Salon attribue des notes moyennes. Moues dubitatives. Peter précise que Miki a nettement mieux chanté qu’à la répétition du jury. Ouille…

Tous les concurrents étant passés, chacun se penche sur son tableau de vote. Les Pays-Bas, la Suède, l’Italie et l’Australie se détachent. Mais salon hésite. Moi, aussi. Je finis par voter pour Duncan, Mahmood, Luca et Kate. Si l’un de ces quatre-là l’emportait, je serais un Eurofan heureux. Salon pianote sur ses téléphones et accomplit son devoir eurovisionesque. Va encore nous coûter bonbon. Une fois fait, chacun se re-carre dans son canapé. Place aux entractes !

Salon sous le charme du numéro « balagan ». Conchita impressionne par son nouveau look. Salon aime toutes les reprises. Mais une fois encore, Eleni vole la vedette aux autres. Salon la vénère. Déesse eurovisionesque dont l’humour fait mouche à chaque apparition. Entracte très réussi, vivement applaudi. Devrait être reconduit chaque année ! Moi, admiratif : Eurovision accouche chaque année de figures majeures de la culture pop. Qui parmi les concurrents de cette édition 2019 se gravera dans l’inconscient collectif ? Se conclut par Halleluja. Une découverte pour le salon, un ravissement pour moi. Peter, très impressionné.

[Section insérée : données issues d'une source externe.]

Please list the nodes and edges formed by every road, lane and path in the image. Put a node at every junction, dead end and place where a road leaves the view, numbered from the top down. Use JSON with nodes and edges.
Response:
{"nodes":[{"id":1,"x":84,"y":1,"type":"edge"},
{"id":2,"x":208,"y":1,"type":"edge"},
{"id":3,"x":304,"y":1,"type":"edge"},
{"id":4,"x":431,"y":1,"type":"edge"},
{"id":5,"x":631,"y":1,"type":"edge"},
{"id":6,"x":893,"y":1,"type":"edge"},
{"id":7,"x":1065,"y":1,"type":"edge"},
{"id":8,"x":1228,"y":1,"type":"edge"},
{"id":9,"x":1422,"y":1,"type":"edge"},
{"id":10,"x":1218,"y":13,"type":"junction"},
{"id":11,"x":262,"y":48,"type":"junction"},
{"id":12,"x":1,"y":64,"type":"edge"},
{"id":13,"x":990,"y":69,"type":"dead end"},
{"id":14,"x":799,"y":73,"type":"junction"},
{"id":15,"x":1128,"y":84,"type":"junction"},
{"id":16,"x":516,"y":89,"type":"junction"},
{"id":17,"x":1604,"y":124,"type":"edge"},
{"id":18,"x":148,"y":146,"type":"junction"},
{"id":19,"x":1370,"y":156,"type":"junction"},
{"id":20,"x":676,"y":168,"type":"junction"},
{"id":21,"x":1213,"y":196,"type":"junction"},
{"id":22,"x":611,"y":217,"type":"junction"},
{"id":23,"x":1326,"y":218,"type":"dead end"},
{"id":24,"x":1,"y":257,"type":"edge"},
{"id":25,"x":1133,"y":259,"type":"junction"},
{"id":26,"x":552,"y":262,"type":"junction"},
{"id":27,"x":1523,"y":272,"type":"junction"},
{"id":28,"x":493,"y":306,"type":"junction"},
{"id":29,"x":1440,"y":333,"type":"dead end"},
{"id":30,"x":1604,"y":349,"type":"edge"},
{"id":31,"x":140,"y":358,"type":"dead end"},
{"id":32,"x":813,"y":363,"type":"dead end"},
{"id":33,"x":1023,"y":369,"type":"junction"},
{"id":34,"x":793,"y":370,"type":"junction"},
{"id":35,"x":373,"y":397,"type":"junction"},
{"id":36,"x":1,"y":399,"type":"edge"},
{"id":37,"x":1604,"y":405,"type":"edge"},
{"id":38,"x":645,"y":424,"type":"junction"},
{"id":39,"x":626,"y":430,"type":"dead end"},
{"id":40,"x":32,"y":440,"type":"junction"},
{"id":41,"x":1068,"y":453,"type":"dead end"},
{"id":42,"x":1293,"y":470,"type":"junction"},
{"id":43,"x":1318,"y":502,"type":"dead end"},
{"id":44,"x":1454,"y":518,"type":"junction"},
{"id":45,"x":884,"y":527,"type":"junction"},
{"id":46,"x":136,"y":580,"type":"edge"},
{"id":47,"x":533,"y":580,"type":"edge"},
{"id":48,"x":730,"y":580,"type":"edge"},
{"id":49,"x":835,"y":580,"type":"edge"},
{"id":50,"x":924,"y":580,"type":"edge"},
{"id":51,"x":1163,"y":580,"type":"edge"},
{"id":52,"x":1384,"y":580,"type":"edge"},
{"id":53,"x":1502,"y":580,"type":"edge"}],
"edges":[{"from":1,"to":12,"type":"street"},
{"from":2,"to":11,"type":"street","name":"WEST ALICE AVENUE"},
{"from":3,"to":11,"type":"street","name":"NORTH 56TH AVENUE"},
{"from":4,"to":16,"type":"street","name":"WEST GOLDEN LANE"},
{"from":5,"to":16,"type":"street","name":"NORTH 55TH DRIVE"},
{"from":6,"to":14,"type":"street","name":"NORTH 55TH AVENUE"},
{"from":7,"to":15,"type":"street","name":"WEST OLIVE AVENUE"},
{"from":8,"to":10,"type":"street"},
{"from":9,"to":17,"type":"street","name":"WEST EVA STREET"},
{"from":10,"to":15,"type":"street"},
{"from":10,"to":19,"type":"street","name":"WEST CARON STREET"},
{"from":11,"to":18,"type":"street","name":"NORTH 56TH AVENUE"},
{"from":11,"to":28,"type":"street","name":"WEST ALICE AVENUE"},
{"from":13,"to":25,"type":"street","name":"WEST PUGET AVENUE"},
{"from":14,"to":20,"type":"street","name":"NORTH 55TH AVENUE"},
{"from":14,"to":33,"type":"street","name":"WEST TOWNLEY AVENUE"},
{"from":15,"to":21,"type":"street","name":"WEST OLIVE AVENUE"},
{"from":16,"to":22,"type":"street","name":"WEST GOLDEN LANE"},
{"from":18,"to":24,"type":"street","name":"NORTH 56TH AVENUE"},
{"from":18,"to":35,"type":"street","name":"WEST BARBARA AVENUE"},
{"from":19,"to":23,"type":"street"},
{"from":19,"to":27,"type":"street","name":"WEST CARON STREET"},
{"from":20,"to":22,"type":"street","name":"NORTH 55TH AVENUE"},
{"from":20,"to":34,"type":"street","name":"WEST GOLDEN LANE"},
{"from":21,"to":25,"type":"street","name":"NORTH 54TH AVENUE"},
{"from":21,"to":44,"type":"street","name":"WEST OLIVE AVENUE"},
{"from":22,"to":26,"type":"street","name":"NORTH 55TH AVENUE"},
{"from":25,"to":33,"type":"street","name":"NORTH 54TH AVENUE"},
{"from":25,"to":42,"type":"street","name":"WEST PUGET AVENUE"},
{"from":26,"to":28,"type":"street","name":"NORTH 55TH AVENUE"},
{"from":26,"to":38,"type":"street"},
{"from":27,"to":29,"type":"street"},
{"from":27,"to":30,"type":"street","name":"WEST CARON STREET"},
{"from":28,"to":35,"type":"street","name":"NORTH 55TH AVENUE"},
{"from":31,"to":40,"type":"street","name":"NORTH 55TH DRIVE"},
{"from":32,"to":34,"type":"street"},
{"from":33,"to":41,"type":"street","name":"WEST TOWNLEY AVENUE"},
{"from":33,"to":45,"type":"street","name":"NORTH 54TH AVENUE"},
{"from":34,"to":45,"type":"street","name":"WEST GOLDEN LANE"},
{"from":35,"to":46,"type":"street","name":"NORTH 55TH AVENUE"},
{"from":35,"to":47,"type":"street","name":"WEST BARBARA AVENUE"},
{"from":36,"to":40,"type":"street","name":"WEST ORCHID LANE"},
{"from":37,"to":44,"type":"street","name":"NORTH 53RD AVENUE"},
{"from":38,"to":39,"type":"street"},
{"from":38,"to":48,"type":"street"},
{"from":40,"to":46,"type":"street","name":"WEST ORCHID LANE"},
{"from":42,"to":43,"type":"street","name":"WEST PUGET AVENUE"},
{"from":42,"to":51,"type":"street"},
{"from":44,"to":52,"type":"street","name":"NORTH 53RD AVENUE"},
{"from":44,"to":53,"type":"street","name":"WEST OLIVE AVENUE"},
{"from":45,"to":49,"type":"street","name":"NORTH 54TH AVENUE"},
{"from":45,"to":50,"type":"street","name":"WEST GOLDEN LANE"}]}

Bar, géniale en mimant Holiday et Vogue. Et puis, soudain…

Hurlement collectif du salon. Madonna dans la green room ! MADONNA DANS LA GREEN ROOM DE L’EUROVISION !!!

Il y a dix ans, de la science-fiction. Aujourd’hui, réalité. Tout grand moment pour tous grands fans que nous sommes. Difficile à comprendre si l’on n’a pas aimé Madonna à en périr durant son enfance et son adolescence. Moins évocateur pour jeunesse actuelle. Mais pour nous… Vingt-cinq ans de nos vies. Pour resituer le contexte émotionnel : Madonna a publié son premier single, deux semaines après ma naissance. Je n’ai connu qu’elle. Elle a été et elle demeure ma plus grande idole. Avec mon mari et ma meilleure amie, nous vivons dans l’angoisse existentielle de sa mort. Sera la fin de toute notre jeunesse…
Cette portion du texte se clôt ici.